Transcribed and contributed by : Linda Phillips Loser

Transcribed from:
Soldiers and Citizens album of Biographical Record Volume I 1888
Grand Army Publishing Co.,Chicago,IL 1888
P. 433

John Utter, of Peshtigo, Wis.,formerly, a soldier in the civil war, was born Aug 4, 1844 in Canada, and he is the son of John and Eliza Ann (Bowen) Utter.  He went from the Dominion to Michigan and enlisted at Elkhart aug. 7, 1862, for three years in Company K, 22nd Michigan Infantry.  The regiment was assigned to the Army of the Cumberland and Mr. Utter was in several actions in which his regiment was engaged and in the battle of Chickamauga, sep 20, 1863, he was taken prisoner.  It is acknowledged that Chickamauga was the hardest fought and bloodiest battle of the Rebellion, all things considered.  He was conveyed without food or comfort of any knd to Virginia and confined consecutively in the Pemberton warehouse in the city of Richmond and went to Danville, to Andersonville, Charleston and Florence.

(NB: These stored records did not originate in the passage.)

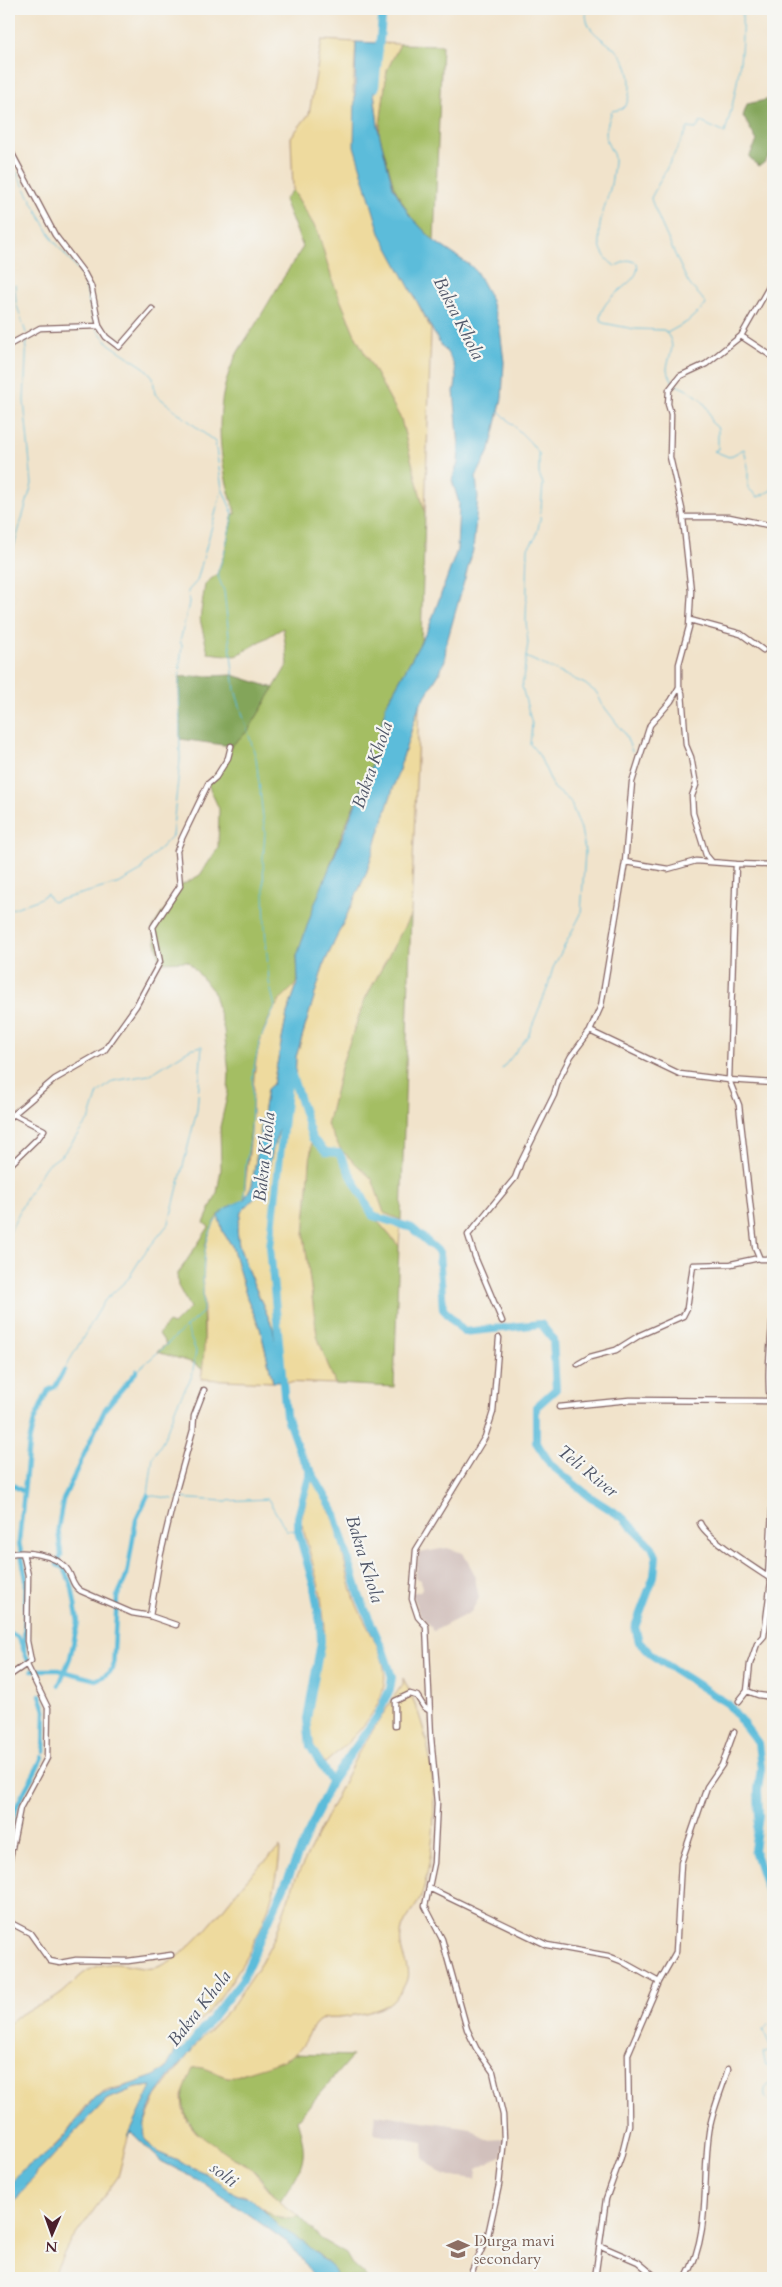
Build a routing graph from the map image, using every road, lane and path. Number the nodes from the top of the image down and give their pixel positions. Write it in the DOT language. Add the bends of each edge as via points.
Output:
graph roads {
  1 [pos="9,148"];
  2 [pos="773,280"];
  3 [pos="152,309"];
  4 [pos="99,326"];
  5 [pos="741,336"];
  6 [pos="9,345"];
  7 [pos="773,357"];
  8 [pos="683,517"];
  9 [pos="773,526"];
  10 [pos="690,620"];
  11 [pos="763,650"];
  12 [pos="679,687"];
  13 [pos="231,746"];
  14 [pos="711,861"];
  15 [pos="625,862"];
  16 [pos="736,864"];
  17 [pos="773,865"];
  18 [pos="590,1031"];
  19 [pos="729,1080"];
  20 [pos="773,1083"];
  21 [pos="11,1116"];
  22 [pos="9,1166"];
  23 [pos="759,1258"];
  24 [pos="772,1259"];
  25 [pos="502,1321"];
  26 [pos="499,1338"];
  27 [pos="578,1364"];
  28 [pos="204,1390"];
  29 [pos="771,1401"];
  30 [pos="559,1407"];
  31 [pos="773,1496"];
  32 [pos="700,1522"];
  33 [pos="9,1554"];
  34 [pos="26,1554"];
  35 [pos="771,1580"];
  36 [pos="150,1616"];
  37 [pos="176,1625"];
  38 [pos="27,1665"];
  39 [pos="9,1676"];
  40 [pos="747,1691"];
  41 [pos="773,1697"];
  42 [pos="739,1701"];
  43 [pos="430,1711"];
  44 [pos="395,1726"];
  45 [pos="734,1732"];
  46 [pos="9,1827"];
  47 [pos="15,1827"];
  48 [pos="9,1863"];
  49 [pos="429,1888"];
  50 [pos="9,1922"];
  51 [pos="171,1955"];
  52 [pos="659,1982"];
  53 [pos="728,2069"];
  54 [pos="601,2246"];
  55 [pos="469,2278"];
  56 [pos="595,2278"];
  57 [pos="657,2278"];
  58 [pos="686,2278"];
  1 -- 4 [label="street" via="55,235 91,286"];
  2 -- 5 [label="street"];
  3 -- 4 [label="street" via="119,347 106,337"];
  4 -- 6 [label="street" via="40,328"];
  5 -- 7 [label="street"];
  5 -- 8 [label="street" via="706,364 674,381 668,404 670,457"];
  8 -- 9 [label="street" via="729,517"];
  8 -- 10 [label="street" via="691,591"];
  10 -- 11 [label="street" via="741,634"];
  10 -- 12 [label="street" via="680,664"];
  12 -- 14 [label="street" via="686,746 696,785 692,796 694,812 706,856"];
  12 -- 15 [label="street" via="650,725 645,740 630,794"];
  13 -- 21 [label="street" via="224,764 208,784 177,852 180,886 153,927 160,962 153,978 104,1051 56,1079"];
  14 -- 15 [label="street" via="696,861 668,869"];
  14 -- 16 [label="street"];
  15 -- 18 [label="street" via="604,995"];
  16 -- 17 [label="street"];
  16 -- 19 [label="street"];
  18 -- 19 [label="street" via="680,1074"];
  18 -- 25 [label="street" via="571,1056 558,1081 515,1178 468,1235"];
  19 -- 20 [label="street"];
  19 -- 23 [label="street" via="739,1105 755,1247"];
  21 -- 22 [label="street" via="44,1130"];
  23 -- 24 [label="street"];
  23 -- 27 [label="street" via="731,1264 694,1265 683,1316 640,1335 616,1350"];
  24 -- 29 [label="street"];
  26 -- 43 [label="street" via="493,1412 485,1437 416,1550 412,1599 418,1617 426,1626"];
  28 -- 36 [label="street" via="194,1416 166,1533"];
  29 -- 30 [label="street" via="629,1400"];
  31 -- 35 [label="street"];
  32 -- 35 [label="street" via="706,1532 724,1547"];
  33 -- 34 [label="street"];
  34 -- 36 [label="street" via="52,1559 65,1567 74,1587 81,1591 132,1613"];
  34 -- 38 [label="street" via="26,1641 31,1661"];
  35 -- 40 [label="street" via="765,1633 750,1664"];
  36 -- 37 [label="street"];
  38 -- 39 [label="street"];
  38 -- 47 [label="street" via="48,1708 48,1758 20,1808"];
  40 -- 41 [label="street"];
  40 -- 42 [label="street"];
  43 -- 44 [label="street" via="417,1696 410,1694 395,1701"];
  43 -- 49 [label="street" via="437,1803 434,1863"];
  45 -- 52 [label="street" via="722,1765 707,1787 684,1850 679,1874 676,1952"];
  46 -- 47 [label="street"];
  47 -- 48 [label="street"];
  49 -- 52 [label="street" via="547,1945 608,1956"];
  49 -- 55 [label="street" via="426,1906 442,1939 467,2029 493,2072 503,2115 499,2185 488,2235"];
  50 -- 51 [label="street" via="30,1933 50,1961 128,1961"];
  52 -- 54 [label="street" via="628,2054 629,2125 606,2199"];
  53 -- 58 [label="street" via="709,2131 705,2206 694,2261"];
  54 -- 56 [label="street"];
  54 -- 57 [label="street" via="638,2262"];
}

He endured the indinities, the cruelties, the hunger and all the privations and miseries inflicted by the outlaws of the rebellion on the Union soldiers and, when he had been a prisoner of war 15 months, he was paroled Dec. 13, 1864, and received final discharge from the service June 26, 1865, at Nashville, Tenn.  At the time of his capture, he weighed 150 pounds and when he left Florence and reached the Union lines, his weight was 92 pounds; while in prison he suffered from gangrene in the third toe, received treatment from a physician twice and, finally, so save his life, amputated his toe himself with a dull and rusty jackknife.

Mr. Utter married Ada Elmira Phillips, and they resided at Peshtigo at the time of the fire, in which Mrs. Utter and her two children were burned to death.  The children were named John and Eliza Ann, the former being a little less than two years old and the latter two months old at the time of their deaths.  Mr. Utter married for his second wife Syliva C. Phillips, aunt of his first wife, and she died April 30, 1883, leaving one child named Clifford Stanley.  In January, 1887, Mr. Utter was married to Lovinia D. Pettitt.  The father of the mother of Mr. Utter was a soldier in the war of 1812; his grandmother, Mrs. Bowen, was the niece of General Andrew Jackson.